**DATA TO EXAMINE**
*** Block opens ***

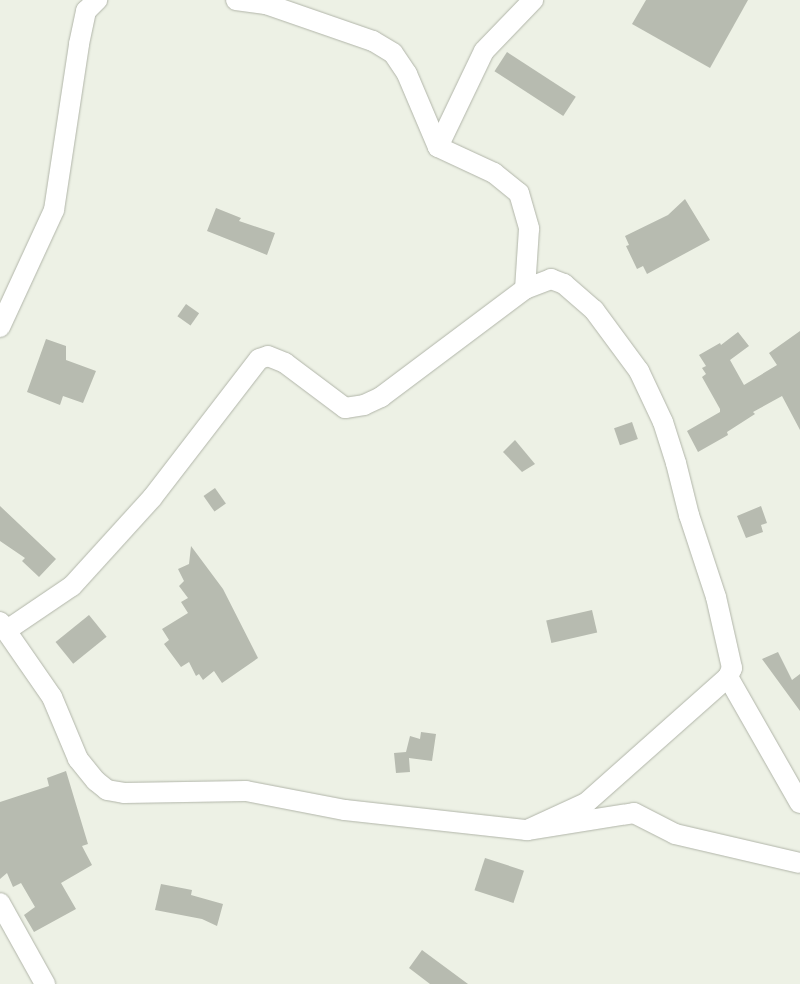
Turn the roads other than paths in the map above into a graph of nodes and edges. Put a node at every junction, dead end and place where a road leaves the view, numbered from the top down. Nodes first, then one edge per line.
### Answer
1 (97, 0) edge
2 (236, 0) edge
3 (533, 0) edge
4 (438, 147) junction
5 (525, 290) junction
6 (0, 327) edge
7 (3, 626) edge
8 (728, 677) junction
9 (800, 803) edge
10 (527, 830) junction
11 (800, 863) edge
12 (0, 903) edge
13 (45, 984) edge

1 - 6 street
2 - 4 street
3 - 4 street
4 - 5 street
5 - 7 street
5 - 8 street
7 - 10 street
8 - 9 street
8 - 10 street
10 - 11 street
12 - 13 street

*** Block closes ***
*** Block opens ***

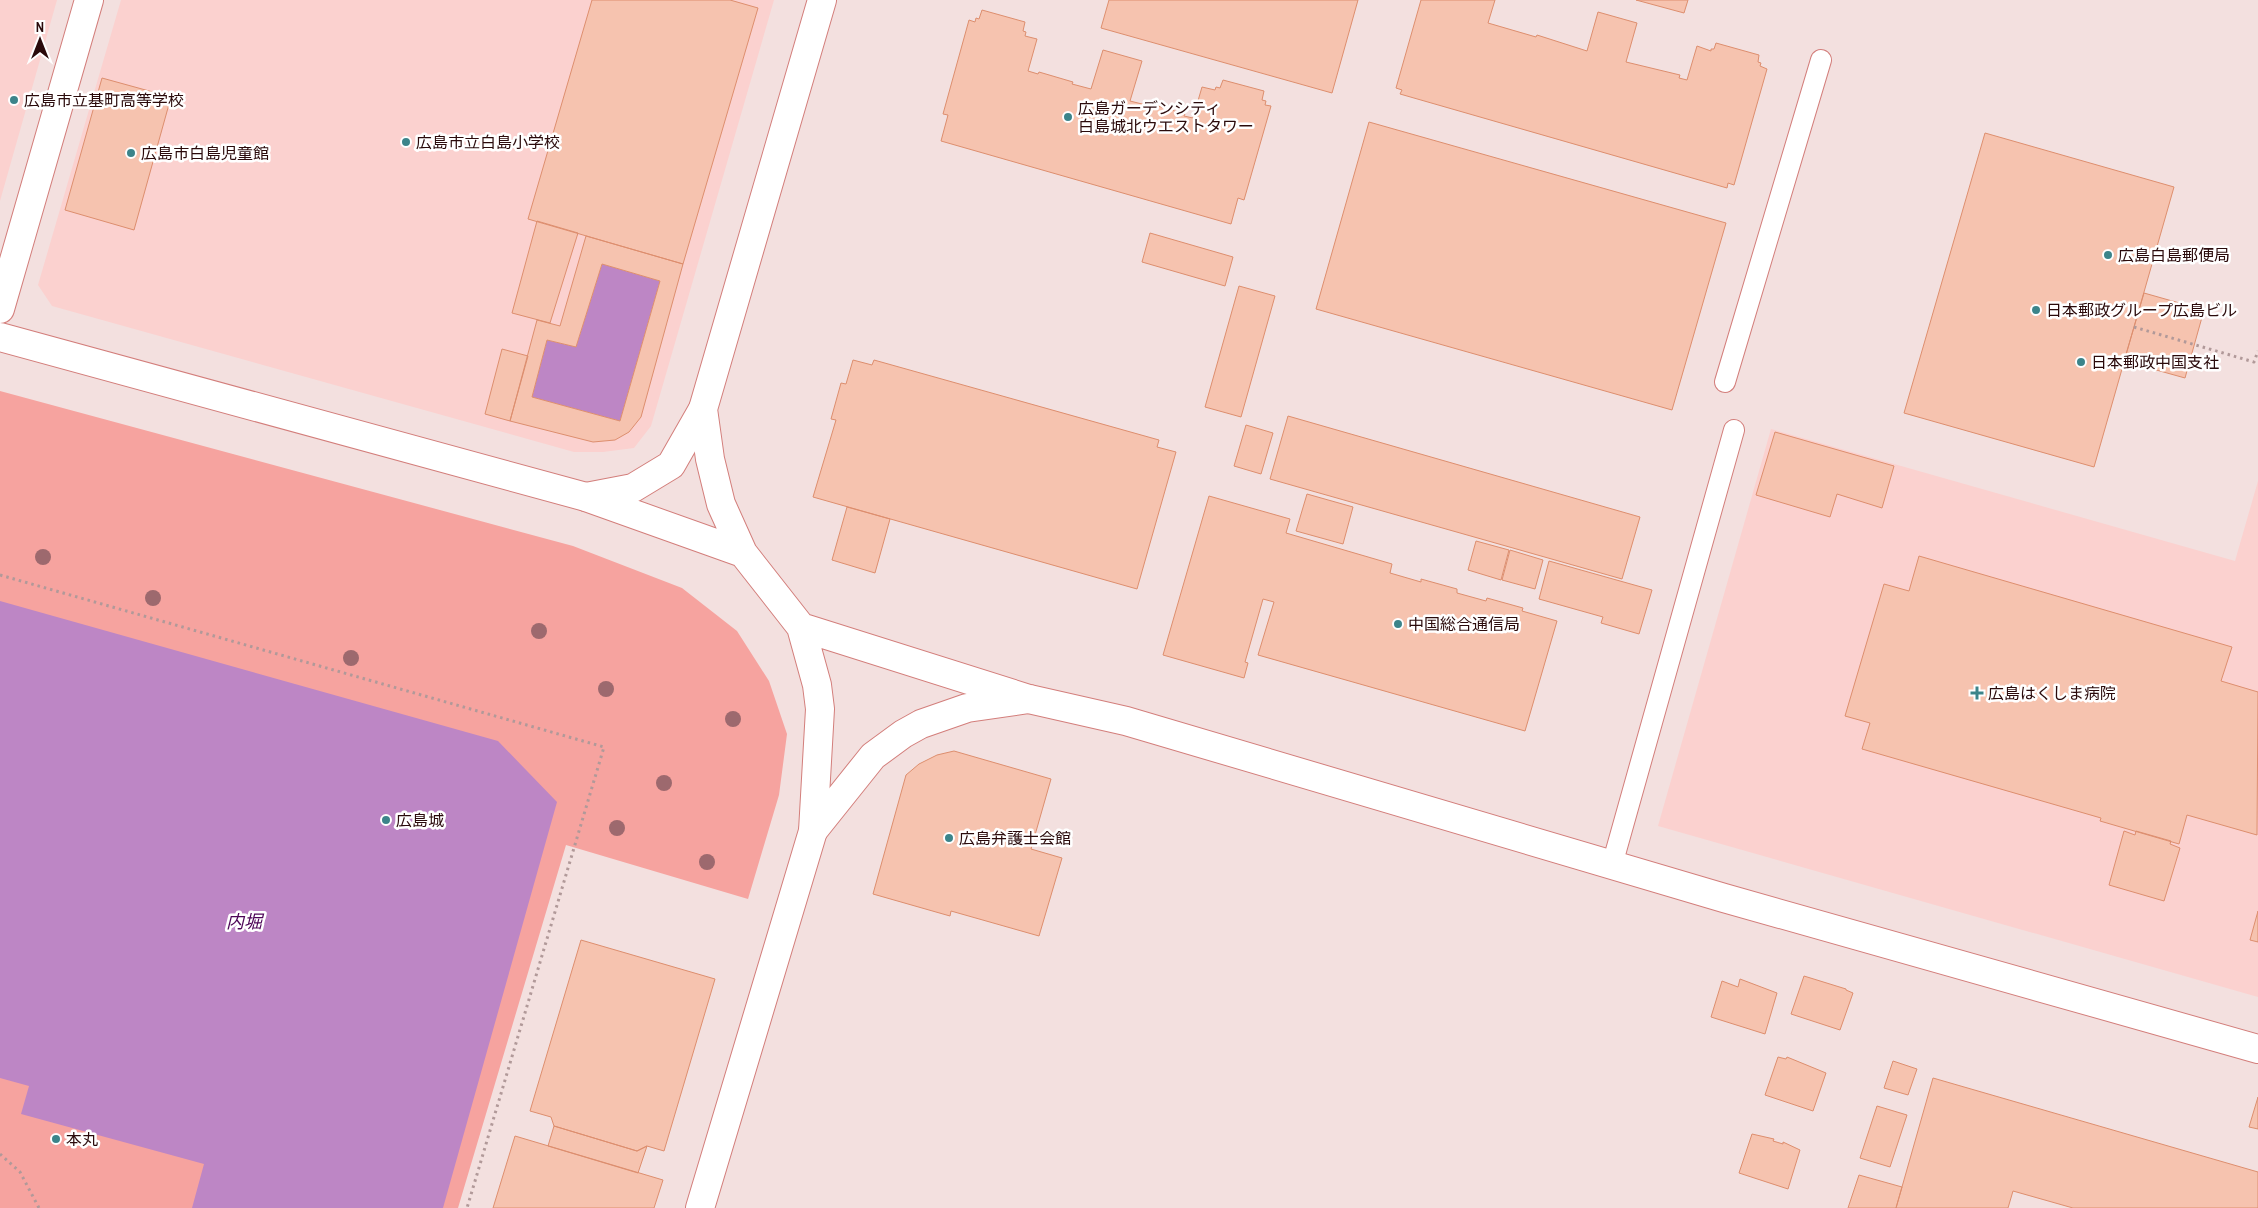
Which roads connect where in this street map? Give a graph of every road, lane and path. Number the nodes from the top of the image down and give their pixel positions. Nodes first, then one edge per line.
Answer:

*** Block closes ***

**YOUR TASK**
Whenever the string "every" shows up in a line of the entries, copy that line.

**FINISHED TASK**
Turn the roads other than paths in the map above into a graph of nodes and edges. Put a node at every junction, dead end and place where a road leaves the view, numbered from the top down. Nodes first, then one edge per line.
Which roads connect where in this street map? Give a graph of every road, lane and path. Number the nodes from the top of the image down and give their pixel positions. Nodes first, then one edge per line.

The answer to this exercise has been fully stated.